There is a solids basis for political action
Much that constitutes the affairs of man floats without direction — only after a swirl is there any chance of it congealing. More and more this unsettled manner serves to define our politics and the discharge of our business. Where can one look for guidance to a smoother flow?
Could it be to the township and the city? Entities whose continuing disagreement over sewer and water costs has been of such long duration? Little has flowed smoothly between them or as a joint product from them.
What, you may ask, would allow for a successful resolution? Hours of calm deliberation; strenuous, reasoned negotiation; insightful takeaways from expensive but failed mediation and litigation? I don’t know the answers to those questions but I know this: material in suspension has been in a solution coursing beneath their feet.
Here at the City Sewer Treatment plant, it comes together. Mike Glowinski runs the place with the able assistance of Bob Roznowski and others. Mike and Bob took time to explain to me how they resolve the issues that flow their way.
Theirs is a complex business of physical, biological, and chemical interventions. Despite extensive familiarity with the material, I saw no indication input from politicians was referenced.
Notwithstanding this complexity, an overview is possible. Unlike litigation, sewage treatment is a process that promotes settlement. Settlement allows screens, scrapers, and skimmers to be brought to bear to remove large solids: plastics, sticks, stones, “flushables” and 15 percent to 20 percent of the pollutants. These efforts — and chlorine — constituted the entire sewage treatment regimen until 1970, when a second stage was instituted.
It is during this secondary, biological stage, that nearly all the remaining pollutants are removed. This work is done by living organisms of extremely small stature — bacteria of an aerobic sort who become totally immersed in their work. In return, they are sustained by the steady stream of sustenance we send them and by oxygen — lots of oxygen — to keep their metabolisms working at peak performance.

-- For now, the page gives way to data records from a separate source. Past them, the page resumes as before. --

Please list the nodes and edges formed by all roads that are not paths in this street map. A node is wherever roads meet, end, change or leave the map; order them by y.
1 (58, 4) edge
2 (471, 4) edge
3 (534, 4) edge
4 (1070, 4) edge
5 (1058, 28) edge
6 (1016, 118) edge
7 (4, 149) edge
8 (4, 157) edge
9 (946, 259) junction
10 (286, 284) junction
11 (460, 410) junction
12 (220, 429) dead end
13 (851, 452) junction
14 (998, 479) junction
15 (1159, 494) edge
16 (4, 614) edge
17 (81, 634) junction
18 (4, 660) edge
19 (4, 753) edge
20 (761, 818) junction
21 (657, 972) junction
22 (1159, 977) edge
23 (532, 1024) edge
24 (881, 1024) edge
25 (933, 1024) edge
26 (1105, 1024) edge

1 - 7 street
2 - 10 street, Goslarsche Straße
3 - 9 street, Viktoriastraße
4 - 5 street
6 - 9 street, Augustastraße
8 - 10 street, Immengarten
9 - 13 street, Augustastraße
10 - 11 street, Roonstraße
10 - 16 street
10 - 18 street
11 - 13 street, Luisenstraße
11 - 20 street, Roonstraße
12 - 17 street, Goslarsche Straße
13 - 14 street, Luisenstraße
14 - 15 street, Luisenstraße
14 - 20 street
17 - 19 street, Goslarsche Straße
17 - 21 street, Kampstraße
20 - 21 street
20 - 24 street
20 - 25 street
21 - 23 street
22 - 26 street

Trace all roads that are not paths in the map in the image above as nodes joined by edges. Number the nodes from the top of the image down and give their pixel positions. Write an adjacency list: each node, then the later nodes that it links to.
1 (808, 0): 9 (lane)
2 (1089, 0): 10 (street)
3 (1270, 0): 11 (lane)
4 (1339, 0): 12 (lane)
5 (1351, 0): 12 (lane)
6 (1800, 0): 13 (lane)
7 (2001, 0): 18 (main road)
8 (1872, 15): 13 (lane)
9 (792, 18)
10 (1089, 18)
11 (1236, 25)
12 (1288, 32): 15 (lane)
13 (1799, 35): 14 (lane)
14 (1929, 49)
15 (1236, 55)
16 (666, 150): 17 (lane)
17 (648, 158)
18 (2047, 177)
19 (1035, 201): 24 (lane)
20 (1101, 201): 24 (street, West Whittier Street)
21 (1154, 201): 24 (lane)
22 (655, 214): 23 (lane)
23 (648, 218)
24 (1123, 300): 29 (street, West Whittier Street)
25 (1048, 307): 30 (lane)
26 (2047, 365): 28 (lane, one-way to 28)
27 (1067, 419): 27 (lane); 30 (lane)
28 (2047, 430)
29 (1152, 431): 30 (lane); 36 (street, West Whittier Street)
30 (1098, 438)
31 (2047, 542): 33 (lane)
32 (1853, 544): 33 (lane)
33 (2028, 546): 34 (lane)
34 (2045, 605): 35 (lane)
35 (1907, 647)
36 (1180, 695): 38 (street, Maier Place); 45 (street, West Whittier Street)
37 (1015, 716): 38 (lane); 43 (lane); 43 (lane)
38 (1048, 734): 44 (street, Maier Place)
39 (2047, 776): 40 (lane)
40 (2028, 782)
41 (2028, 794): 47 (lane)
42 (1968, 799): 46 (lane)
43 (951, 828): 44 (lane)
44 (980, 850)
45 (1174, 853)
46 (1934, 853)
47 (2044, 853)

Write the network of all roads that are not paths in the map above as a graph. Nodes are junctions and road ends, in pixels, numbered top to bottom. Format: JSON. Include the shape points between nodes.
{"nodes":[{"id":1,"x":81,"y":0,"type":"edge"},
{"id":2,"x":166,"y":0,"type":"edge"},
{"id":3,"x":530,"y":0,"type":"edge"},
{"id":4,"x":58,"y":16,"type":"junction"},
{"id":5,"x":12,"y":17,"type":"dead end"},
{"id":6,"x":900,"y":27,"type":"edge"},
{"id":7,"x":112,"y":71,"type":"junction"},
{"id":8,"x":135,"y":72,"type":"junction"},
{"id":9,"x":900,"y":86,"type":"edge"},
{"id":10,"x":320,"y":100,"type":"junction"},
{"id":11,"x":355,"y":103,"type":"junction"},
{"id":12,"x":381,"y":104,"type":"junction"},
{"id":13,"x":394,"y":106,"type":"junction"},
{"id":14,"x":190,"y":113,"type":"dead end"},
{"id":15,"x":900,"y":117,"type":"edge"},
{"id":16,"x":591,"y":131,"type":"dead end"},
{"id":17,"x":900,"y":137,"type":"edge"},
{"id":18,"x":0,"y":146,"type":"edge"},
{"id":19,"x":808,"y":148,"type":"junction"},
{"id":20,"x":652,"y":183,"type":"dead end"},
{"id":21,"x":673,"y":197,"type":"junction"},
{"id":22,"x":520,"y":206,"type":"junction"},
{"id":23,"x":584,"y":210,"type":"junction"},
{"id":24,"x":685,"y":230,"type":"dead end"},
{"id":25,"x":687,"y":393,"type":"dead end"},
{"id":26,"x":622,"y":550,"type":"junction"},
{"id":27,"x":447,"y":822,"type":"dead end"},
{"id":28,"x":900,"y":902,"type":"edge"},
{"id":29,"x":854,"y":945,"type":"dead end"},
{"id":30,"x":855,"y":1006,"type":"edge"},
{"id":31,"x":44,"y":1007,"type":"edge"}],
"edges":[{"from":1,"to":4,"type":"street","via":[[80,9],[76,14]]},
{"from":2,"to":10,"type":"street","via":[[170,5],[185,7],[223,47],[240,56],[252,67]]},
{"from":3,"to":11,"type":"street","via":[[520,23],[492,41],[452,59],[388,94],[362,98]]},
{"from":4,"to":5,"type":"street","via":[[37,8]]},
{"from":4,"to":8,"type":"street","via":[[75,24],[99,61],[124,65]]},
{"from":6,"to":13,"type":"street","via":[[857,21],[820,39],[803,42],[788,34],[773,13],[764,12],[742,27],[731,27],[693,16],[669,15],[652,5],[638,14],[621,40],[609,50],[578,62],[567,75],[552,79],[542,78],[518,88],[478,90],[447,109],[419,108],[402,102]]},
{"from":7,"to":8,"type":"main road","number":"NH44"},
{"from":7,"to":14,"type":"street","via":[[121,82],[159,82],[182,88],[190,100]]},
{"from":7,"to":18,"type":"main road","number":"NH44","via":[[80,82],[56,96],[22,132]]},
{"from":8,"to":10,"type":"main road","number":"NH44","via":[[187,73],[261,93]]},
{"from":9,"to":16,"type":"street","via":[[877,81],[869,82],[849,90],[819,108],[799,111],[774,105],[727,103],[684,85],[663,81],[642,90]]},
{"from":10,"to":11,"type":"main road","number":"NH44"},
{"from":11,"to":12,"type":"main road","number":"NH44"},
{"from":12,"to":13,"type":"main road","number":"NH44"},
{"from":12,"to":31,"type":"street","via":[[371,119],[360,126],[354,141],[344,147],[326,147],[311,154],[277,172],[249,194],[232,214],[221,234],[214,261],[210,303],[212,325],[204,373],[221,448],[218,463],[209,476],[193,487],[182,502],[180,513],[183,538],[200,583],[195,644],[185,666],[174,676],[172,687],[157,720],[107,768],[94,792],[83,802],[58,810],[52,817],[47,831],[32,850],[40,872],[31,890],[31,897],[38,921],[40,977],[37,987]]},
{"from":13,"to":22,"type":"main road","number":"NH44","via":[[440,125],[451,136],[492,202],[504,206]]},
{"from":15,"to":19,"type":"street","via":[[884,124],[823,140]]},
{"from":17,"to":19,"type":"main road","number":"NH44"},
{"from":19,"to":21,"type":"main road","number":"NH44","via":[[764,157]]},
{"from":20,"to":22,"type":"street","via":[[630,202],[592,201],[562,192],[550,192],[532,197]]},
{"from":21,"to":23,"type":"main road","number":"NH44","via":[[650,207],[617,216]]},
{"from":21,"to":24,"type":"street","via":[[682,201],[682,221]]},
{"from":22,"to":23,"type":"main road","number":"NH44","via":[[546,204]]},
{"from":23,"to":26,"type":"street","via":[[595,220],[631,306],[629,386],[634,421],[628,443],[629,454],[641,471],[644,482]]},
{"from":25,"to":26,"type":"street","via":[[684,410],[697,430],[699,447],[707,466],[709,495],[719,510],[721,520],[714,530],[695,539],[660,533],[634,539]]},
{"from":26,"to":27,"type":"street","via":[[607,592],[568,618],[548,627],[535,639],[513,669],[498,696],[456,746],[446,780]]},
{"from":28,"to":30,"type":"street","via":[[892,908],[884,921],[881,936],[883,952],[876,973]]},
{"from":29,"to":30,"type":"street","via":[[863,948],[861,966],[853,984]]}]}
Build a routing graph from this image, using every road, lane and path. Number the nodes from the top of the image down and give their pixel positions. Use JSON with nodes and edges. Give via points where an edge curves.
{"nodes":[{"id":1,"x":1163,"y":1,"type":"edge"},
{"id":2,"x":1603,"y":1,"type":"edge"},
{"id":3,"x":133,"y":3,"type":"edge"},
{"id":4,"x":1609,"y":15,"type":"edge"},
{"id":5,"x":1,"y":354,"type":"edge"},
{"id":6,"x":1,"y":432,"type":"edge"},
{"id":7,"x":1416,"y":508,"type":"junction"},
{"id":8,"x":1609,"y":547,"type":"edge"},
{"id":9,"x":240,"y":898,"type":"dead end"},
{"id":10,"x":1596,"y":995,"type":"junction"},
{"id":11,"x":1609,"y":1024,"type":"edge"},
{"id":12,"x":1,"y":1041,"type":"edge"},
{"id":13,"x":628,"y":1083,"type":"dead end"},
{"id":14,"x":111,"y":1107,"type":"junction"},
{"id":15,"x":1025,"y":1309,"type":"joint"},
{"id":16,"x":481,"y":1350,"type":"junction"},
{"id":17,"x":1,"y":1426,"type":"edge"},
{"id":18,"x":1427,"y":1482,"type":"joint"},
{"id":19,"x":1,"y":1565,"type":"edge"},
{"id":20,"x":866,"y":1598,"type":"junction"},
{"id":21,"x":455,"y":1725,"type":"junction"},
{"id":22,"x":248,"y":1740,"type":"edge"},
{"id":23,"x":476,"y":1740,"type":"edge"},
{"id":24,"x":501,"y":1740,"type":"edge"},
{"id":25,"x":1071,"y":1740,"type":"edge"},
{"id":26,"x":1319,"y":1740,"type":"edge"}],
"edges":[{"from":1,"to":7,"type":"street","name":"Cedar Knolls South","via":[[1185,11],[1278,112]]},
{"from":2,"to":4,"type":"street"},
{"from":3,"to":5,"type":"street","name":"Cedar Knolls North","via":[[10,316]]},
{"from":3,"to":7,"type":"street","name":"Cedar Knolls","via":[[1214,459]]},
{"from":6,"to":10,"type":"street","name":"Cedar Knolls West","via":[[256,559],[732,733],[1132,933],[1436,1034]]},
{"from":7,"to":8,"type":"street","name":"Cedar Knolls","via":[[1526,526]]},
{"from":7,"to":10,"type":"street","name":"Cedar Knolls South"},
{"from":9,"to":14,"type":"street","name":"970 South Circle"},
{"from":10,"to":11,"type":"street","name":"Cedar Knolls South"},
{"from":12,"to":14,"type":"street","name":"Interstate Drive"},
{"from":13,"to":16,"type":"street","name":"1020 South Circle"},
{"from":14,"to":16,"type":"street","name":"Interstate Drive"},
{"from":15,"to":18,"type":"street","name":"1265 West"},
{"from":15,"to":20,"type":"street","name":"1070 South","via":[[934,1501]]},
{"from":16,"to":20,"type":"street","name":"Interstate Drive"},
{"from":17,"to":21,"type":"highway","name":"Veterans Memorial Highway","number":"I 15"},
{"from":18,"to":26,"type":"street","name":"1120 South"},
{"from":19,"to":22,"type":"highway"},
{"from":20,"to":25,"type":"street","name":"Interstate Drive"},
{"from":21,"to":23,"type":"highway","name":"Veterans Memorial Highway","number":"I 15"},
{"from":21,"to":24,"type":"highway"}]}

Only after these microorganisms have completed their labor is a chemical process initiated and chlorine introduced. But this substance, too, is removed before the crystal clear, clean water is discharged to our river and bay.
If only such a clear clean discharge emerged from the seat of our government. As it stands, the old cleansing system of checks and balances has been rendered ineffective — things aren’t settling. As a result, little is being skimmed off, screened out, or scraped away.
Our government’s sanitation system is in crisis, loosening pollutants that have defiled our nation’s discourse. Vitriol is hurled at a free press whose job is to alert us to contamination from farces, shams, and whoppers. Unfortunately, what you’re seeing and what you’re reading is what’s happening — it’s not “Fake News.” Those “enemies of the people” who are immersed in revelations — they’re our best friends.
Sanitation investigators attempting to get to the bottom of things are threatened by workers now permanently assigned there. Toxic measures are undertaken: infants flushed from the arms of their dehumanized parents; foreign propaganda floated without filtration; affairs exposed despite payments to keep them in drains, under covers.
We need to identify fibs, fibs contradicting those fibs, and groups of fibs that constitute conspiracy. We have to install impulse moderation tanks with beefed up dampers; enlarge the bluster, gloat, and bragging scrapers; reinforce the swagger skimmers; and — if we become disheartened — activate the lift station pumps.
History’s prolific goose, that noble lady who has laid for us so many golden eggs, cannot survive this foulness. To what end is her continued production threatened? Greed? What will we do if we lose the goose who lays those golden eggs?
Citizens, the time to respond has begun. There is a solids basis for action! Unsheath your plunger — the one with the extra long handle — and VOTE!